Концерты лауреата и немного о поэзии

We use cookies. Read the Privacy and Cookie Policy

Концерты лауреата и немного о поэзии

Он играет много, очень много — его, что называется, рвут на части; кто только не слышит его в эти годы…

Как повелось с первых гилельсовских шагов, каждый объявленный им концерт вносил элемент некоего беспокойства, связанного с ожиданием предстоящего события.

Георгий Капралов, известный кинодеятель, вспоминает: «После триумфа в Брюсселе в 1938 году его имя у всех на устах, попасть на его концерты было практически невозможно. Мы долго ждали и дождались: в 1940 году Гилельс приехал в Ленинград.

Идти за билетами выпало мне. Я в пять утра был у кассы, где уже стояли человек двести. Когда же кассы открылись, сосчитать в очереди людей не представлялось возможным. Потрясение, откровение — трудно выразить словами то, что мы пережили во время концерта и после него.

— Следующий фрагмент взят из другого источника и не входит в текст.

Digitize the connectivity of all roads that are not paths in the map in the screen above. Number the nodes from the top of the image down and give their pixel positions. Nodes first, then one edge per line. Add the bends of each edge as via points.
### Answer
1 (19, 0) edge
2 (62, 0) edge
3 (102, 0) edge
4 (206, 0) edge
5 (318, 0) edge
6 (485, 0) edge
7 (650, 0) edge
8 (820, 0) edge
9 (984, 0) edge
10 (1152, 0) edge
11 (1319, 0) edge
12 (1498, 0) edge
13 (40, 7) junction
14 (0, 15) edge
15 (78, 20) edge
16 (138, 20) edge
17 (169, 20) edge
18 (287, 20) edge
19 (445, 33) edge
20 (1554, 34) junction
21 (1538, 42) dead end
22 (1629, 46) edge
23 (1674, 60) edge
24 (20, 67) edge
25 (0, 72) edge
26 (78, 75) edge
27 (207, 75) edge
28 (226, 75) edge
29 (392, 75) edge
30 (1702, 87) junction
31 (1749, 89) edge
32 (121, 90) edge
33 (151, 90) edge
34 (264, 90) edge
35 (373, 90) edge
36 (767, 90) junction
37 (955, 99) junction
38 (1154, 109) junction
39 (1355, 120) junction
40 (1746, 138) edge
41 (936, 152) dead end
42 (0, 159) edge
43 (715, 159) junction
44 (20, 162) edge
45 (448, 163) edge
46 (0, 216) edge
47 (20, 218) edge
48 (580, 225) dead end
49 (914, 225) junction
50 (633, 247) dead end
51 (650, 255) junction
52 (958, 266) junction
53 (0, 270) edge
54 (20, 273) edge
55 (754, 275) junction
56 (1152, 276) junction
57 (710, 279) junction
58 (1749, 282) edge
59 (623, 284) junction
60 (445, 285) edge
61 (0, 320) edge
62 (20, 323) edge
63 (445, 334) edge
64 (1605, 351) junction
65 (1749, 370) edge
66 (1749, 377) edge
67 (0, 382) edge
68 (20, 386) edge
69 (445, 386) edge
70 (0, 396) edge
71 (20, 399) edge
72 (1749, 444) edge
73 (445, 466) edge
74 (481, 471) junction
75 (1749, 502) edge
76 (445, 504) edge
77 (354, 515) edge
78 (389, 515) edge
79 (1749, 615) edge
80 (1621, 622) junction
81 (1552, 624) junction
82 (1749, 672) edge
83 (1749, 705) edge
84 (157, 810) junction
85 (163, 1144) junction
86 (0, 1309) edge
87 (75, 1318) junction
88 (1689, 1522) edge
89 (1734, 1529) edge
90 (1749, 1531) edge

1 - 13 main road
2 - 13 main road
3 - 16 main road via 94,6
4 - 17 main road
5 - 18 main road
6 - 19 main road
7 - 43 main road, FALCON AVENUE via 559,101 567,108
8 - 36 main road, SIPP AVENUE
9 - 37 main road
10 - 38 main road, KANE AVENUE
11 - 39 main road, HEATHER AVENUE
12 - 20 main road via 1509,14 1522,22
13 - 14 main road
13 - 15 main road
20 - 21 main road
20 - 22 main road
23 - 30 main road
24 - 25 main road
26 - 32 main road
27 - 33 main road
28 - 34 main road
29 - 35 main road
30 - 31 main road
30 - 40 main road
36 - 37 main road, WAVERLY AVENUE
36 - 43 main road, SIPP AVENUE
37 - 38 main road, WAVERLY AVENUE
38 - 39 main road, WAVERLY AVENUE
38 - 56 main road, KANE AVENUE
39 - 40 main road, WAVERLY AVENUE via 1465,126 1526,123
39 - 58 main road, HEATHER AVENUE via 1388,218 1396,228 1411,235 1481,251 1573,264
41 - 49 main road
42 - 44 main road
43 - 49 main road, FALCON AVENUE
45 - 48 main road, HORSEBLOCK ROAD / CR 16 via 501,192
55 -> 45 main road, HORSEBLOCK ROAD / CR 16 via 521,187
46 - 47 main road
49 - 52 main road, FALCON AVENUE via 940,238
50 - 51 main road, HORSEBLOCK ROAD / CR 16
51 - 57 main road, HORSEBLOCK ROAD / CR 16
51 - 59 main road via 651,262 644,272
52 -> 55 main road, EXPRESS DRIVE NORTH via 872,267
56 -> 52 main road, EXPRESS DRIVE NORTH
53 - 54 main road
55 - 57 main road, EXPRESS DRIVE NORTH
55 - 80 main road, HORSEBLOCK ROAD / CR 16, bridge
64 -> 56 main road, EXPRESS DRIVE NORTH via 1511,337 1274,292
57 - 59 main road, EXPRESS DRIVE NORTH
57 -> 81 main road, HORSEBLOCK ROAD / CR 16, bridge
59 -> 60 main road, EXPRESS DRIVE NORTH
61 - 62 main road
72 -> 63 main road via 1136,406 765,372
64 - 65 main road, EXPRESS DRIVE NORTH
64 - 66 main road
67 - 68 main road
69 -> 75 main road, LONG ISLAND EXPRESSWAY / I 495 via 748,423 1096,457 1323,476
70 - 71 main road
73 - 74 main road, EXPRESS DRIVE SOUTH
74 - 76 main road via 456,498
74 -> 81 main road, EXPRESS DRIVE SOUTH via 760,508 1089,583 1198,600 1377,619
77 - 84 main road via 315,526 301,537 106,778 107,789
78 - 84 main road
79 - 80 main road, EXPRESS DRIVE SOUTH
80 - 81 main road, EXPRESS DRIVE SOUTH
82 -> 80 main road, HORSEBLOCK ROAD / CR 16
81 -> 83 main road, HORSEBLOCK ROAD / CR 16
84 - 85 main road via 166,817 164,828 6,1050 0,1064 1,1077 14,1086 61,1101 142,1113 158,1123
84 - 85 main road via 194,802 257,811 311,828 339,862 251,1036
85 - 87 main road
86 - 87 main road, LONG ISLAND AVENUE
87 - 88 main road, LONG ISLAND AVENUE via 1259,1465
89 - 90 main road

Я написал стихи и послал их Эмилю Гилельсу с просьбой разрешить напечатать их с посвящением музыканту в знак уважения к восхищения. Тогда же, в 1940 году, они были опубликованы в „Огоньке“ по рекомендации С. Маршака…»

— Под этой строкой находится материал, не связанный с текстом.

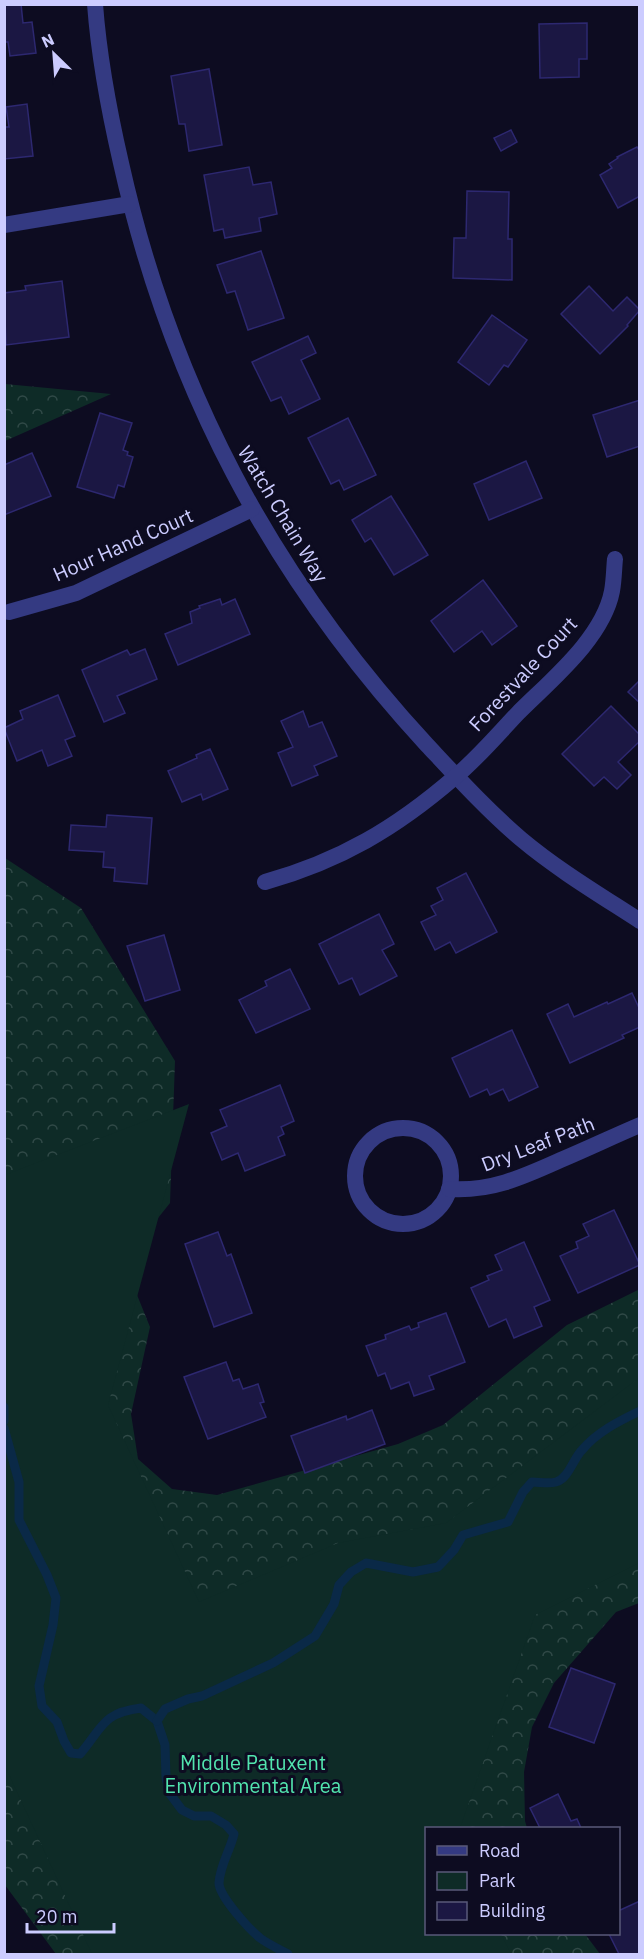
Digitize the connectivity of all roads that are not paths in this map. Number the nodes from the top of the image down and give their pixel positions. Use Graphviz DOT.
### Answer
graph roads {
  1 [pos="95,4"];
  2 [pos="130,204"];
  3 [pos="4,225"];
  4 [pos="252,509"];
  5 [pos="615,559"];
  6 [pos="9,612"];
  7 [pos="456,776"];
  8 [pos="265,882"];
  9 [pos="639,921"];
  10 [pos="639,1125"];
  11 [pos="449,1189"];
  1 -- 2 [label="street, Watch Chain Way"];
  2 -- 3 [label="street"];
  2 -- 4 [label="street, Watch Chain Way"];
  4 -- 6 [label="street, Hour Hand Court"];
  4 -- 7 [label="street, Watch Chain Way"];
  5 -- 7 [label="street, Forestvale Court"];
  7 -- 8 [label="street, Forestvale Court"];
  7 -- 9 [label="street, Watch Chain Way"];
  10 -- 11 [label="street, Dry Leaf Path"];
  11 -- 11 [label="street"];
}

Перед вами — фрагменты этого большого стихотворения.

Посвящается Эмилю Гилельсу 

Он, фалды раскинув, садится и ждет,

Пока опоздавших терзает простуда.

Но кашель и говор стихают. И вот

Молчанье взрывают аккорды прелюда. 

И крови биенье, и чувства твои

Звучат, словно звуки вливаются в вены.

Сегодня ты прав не имеешь: живи,

Послушный тому, кто диктует со сцены.

                    [* * *]

Мы отдали другу всю нежность свою.

Я музыкой этой сижу покоренный.

Я слушаю дважды и дважды ловлю

Роялем и сердцем мотив повторенный.

С волнением открыв свежий номер журнала и увидев собственные строки, автор пришел в изумление: последнее четверостишие было не его — он не писал ничего подобного. Когда же Капралов поинтересовался в редакции, что, собственно, произошло и как это понимать, — ему ответили: «Мы же спасли ваши стихи!»

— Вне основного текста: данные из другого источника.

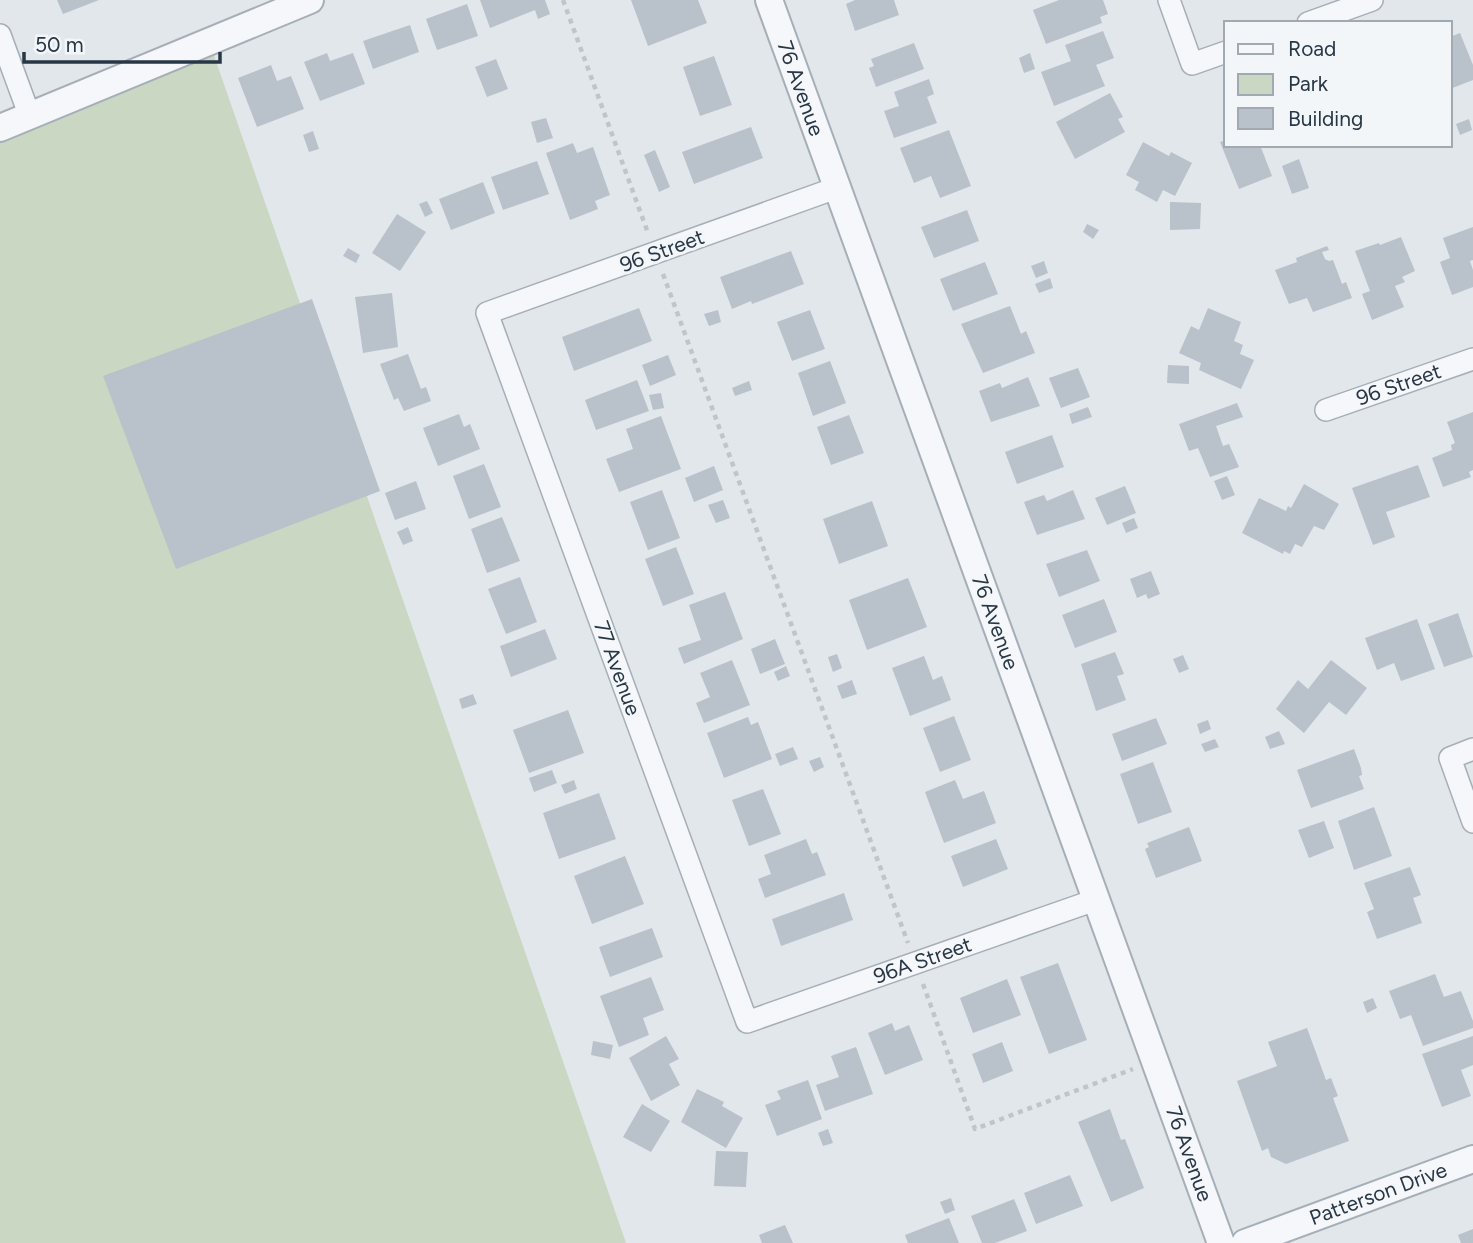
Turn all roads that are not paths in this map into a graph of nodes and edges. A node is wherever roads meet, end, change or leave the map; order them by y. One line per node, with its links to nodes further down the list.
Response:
1 (310, 0): 8 (street)
2 (769, 0): 10 (street, 76 Avenue)
3 (1169, 0): 7 (street)
4 (1372, 0): 5 (street)
5 (1314, 21)
6 (0, 35): 8 (street)
7 (1224, 53)
8 (29, 114): 9 (street)
9 (0, 128)
10 (836, 188): 11 (street, 96 Street); 16 (street, 76 Avenue)
11 (487, 313): 17 (street, 77 Avenue)
12 (1473, 359): 13 (street, 96 Street)
13 (1326, 410)
14 (1473, 750): 15 (street)
15 (1473, 822)
16 (1098, 899): 17 (street, 96A Street); 19 (street, 76 Avenue)
17 (747, 1022)
18 (1473, 1159): 20 (street, Patterson Drive)
19 (1221, 1243)
20 (1245, 1243)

Дело было вот в чем. Подлинный текст стихотворения имел такое заключение:

Я слушаю дважды и дважды ловлю

Мотив, повторенный роялем и сердцем.

Сегодня не будет никто иноверцем:

Мы сдали без боя свободу свою.

Призадумаемся. Ведь наша демократия была, как известно, в тысячу раз демократичнее любой буржуазной демократии, — так мог ли советский человек быть «иноверцем»?! Действительно, в 1940 году такое могло привидеться лишь не вполне здоровому индивиду. Плюс к тому советский человек еще отдавал — подумайте только! — свою свободу (а более свободной свободы не было нигде в мире!) — и кому? — пианисту! Причем, этот пианист диктует со сцены — прозевали! — как ты должен жить, а таким правом пользовались совсем другие «инстанции»…

Короче говоря, автор явно хватил через край. Необходимо было искать выход. Нашли. И вправду: стихотворение было спасено.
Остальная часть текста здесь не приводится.